Each will hold approximately 8% of the enlarged equity of Glencar, after
completion of the placing referred to above.


While these negotiations were ongoing, management focus was entirely on
achieving their successful conclusion. Having completed the agreements the
management will now devote all its energy and its considerable experience to the
vigorous pursuit of its planned exploration programmes as further detailed
below.


We have been active in Africa for almost 20 years now, having commenced work in
Ghana in 1984, and having been responsible for the discovery of two large
orebodies there. We have since expanded our area of interest to include Mali and
Uganda and we are also examining potential projects in Tanzania.


At Asheba, in Ghana, we are currently carrying out a detailed geological mapping
programme over the Atinasi-Cheriamen-Tanaya mineralized zone and we expect to be
able to report on the first results of this programme in October.

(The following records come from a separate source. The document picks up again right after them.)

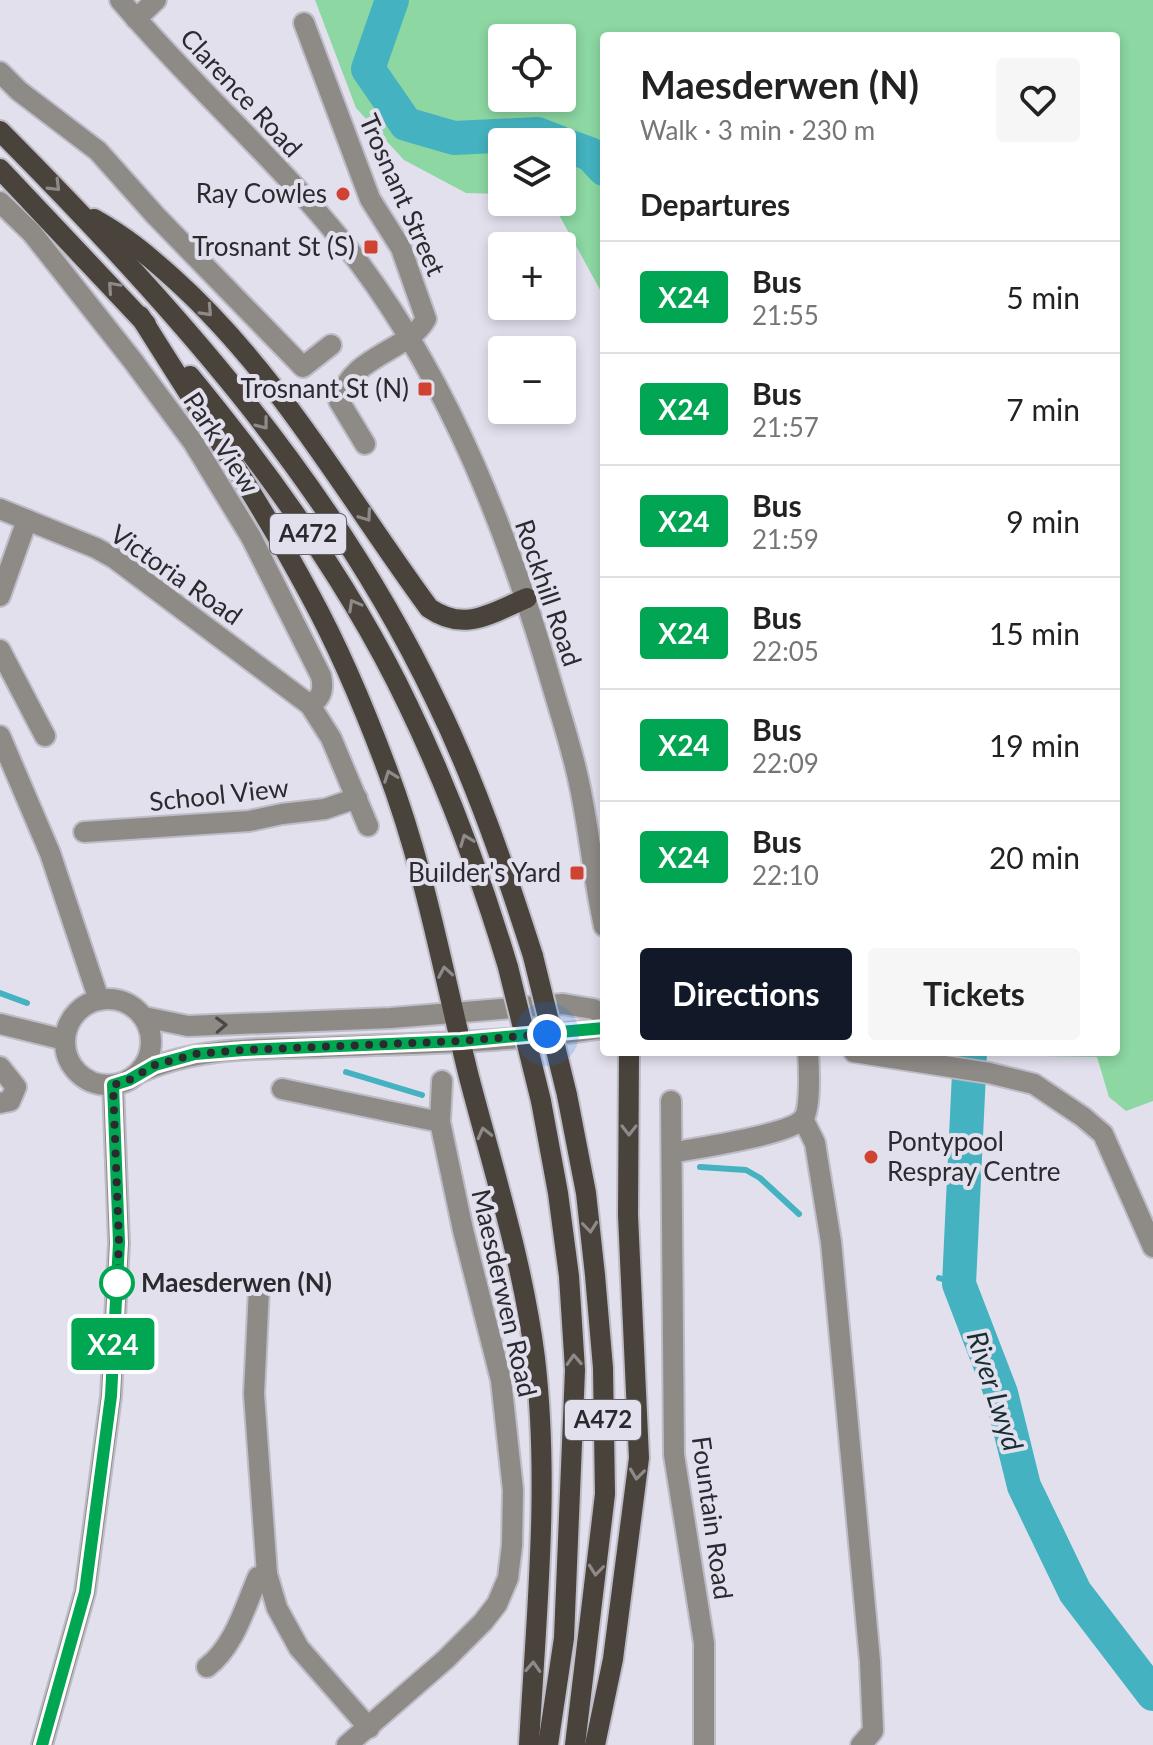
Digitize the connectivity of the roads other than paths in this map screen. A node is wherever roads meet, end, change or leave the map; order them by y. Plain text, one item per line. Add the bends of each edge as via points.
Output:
1 (120, 0) edge
2 (156, 0) edge
3 (136, 19) junction
4 (304, 23) dead end
5 (0, 72) edge
6 (0, 131) edge
7 (0, 169) edge
8 (0, 202) edge
9 (80, 212) junction
10 (140, 316) junction
11 (409, 337) junction
12 (331, 345) dead end
13 (365, 444) dead end
14 (0, 509) edge
15 (27, 520) junction
16 (0, 596) edge
17 (527, 598) junction
18 (0, 650) edge
19 (310, 705) junction
20 (0, 736) edge
21 (45, 736) dead end
22 (357, 798) junction
23 (368, 826) dead end
24 (84, 832) dead end
25 (600, 904) edge
26 (99, 1000) junction
27 (600, 1012) edge
28 (453, 1014) junction
29 (144, 1017) junction
30 (0, 1024) edge
31 (600, 1028) edge
32 (65, 1040) junction
33 (461, 1041) junction
34 (629, 1056) edge
35 (808, 1056) edge
36 (879, 1056) edge
37 (0, 1067) edge
38 (139, 1073) junction
39 (442, 1081) dead end
40 (113, 1085) junction
41 (282, 1089) dead end
42 (671, 1101) dead end
43 (0, 1103) edge
44 (803, 1119) junction
45 (440, 1122) junction
46 (672, 1153) junction
47 (1153, 1247) edge
48 (259, 1288) dead end
49 (267, 1574) junction
50 (207, 1667) dead end
51 (369, 1728) junction
52 (42, 1745) edge
53 (347, 1745) edge
54 (529, 1745) edge
55 (548, 1745) edge
56 (575, 1745) edge
57 (595, 1745) edge
58 (704, 1745) edge
59 (861, 1745) edge

1 - 3 street, Clarence Road
2 - 3 street
3 - 11 street, Clarence Road via 359,263
4 - 11 street, Trosnant Street via 370,199 401,248 426,319
5 - 12 street via 98,151 303,367
6 -> 9 main road, A472
10 -> 7 main road, A472
8 - 19 street, Park View via 32,233 201,455 251,537 321,676 324,688
9 -> 17 main road via 126,237 196,299 252,359 429,608 464,621
9 -> 56 main road, A472, bridge via 169,308 261,421 354,553 436,699 502,860 533,956 586,1193 603,1368 605,1494
28 -> 10 main road via 419,862 353,685 265,516
55 -> 10 main road, A472, bridge via 564,1638 575,1370 558,1193 508,967 449,796 349,595 283,496
11 - 13 street via 378,354 343,386 339,401
11 - 17 street, Rockhill Road via 468,448
14 - 15 street, Victoria Road
15 - 16 street
15 - 19 street, Victoria Road via 114,558
17 - 25 street, Rockhill Road via 577,775
18 - 21 street
19 - 22 street
20 - 26 street via 50,853
22 - 23 street
22 - 24 street, School View via 325,809 249,821
26 - 29 street via 125,1002
26 - 32 street via 72,1017
27 - 28 street via 563,1004
29 -> 28 street via 188,1026
28 - 33 main road
29 - 38 street via 150,1052
30 - 32 street
31 - 33 street
32 - 40 street via 66,1054 82,1076
33 - 38 street via 207,1053
54 -> 33 main road via 541,1454 535,1358 520,1275
34 -> 57 main road via 628,1215 639,1458 613,1659
35 - 44 street via 808,1107
36 - 47 street via 1034,1084 1083,1117 1103,1134
37 - 43 street via 16,1087 10,1101
38 - 40 street
39 - 45 street, Maesderwen Road
40 - 52 street via 119,1243 111,1396 85,1592
41 - 45 street via 309,1087
42 - 46 street, Fountain Road
44 - 46 street via 784,1130
44 - 59 street via 815,1143 831,1242 870,1661 873,1731
45 - 51 street, Maesderwen Road via 501,1380 513,1490 511,1556 497,1604 483,1622
46 - 58 street, Fountain Road via 674,1455 704,1643
48 - 49 street via 254,1394
49 - 50 street via 258,1577 219,1658
49 - 51 street via 277,1608 299,1648
51 - 53 street, Maesderwen Road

We believe that the Mali project has great promise, lying within a geological/
structural setting which hosts several major gold deposits in the region. We
believe that Mali is an excellent country within which to work, with an
established mining industry and a supportive legal and fiscal framework. Two of
the four licence areas under option to Glencar have been issued and a further
two are expected to issue shortly. This 1000 sq. km area is adjacent to the
Malian border with Guinea and is in a similar geological setting to the
Ashanti-owned Siguiri mine in Guinea, which has been in production since 1998,
and is producing currently at an annual rate of 270,000 ounces. On one of the
two Mali licences already issued, a resource of 280,000 ounces has been reported
by the previous licencee. This target will be evaluated with a view to
increasing the resource there. There is a large number of other, undrilled
targets on the property many of which are marked by intensive artisanal
activity. Our forthcoming programme will be designed to prioritise these
targets.


In Uganda, we have a number of geochemically defined targets in this
geologically attractive area. Our 350 sq. km licence package is underlain by
Nyanzian System rocks which, to the south in Tanzania, host some major deposits
such as Bulyanhulu, Geita, Golden Pride and Kukuluma. We have planned a
trenching programme for December this year, which we expect to lead to targets
for a drilling programme to be conducted in 2004.




Following the completion of the placing described above, we will be well funded
to complete the proposed exploration programmes. Your Directors are very
appreciative of the patience and support they have received from shareholders
and others during the last very difficult two years. We are now firmly focused
on the future and we will bring all our experience, old and more recent, to bear
in our task of restoring shareholder value to your company.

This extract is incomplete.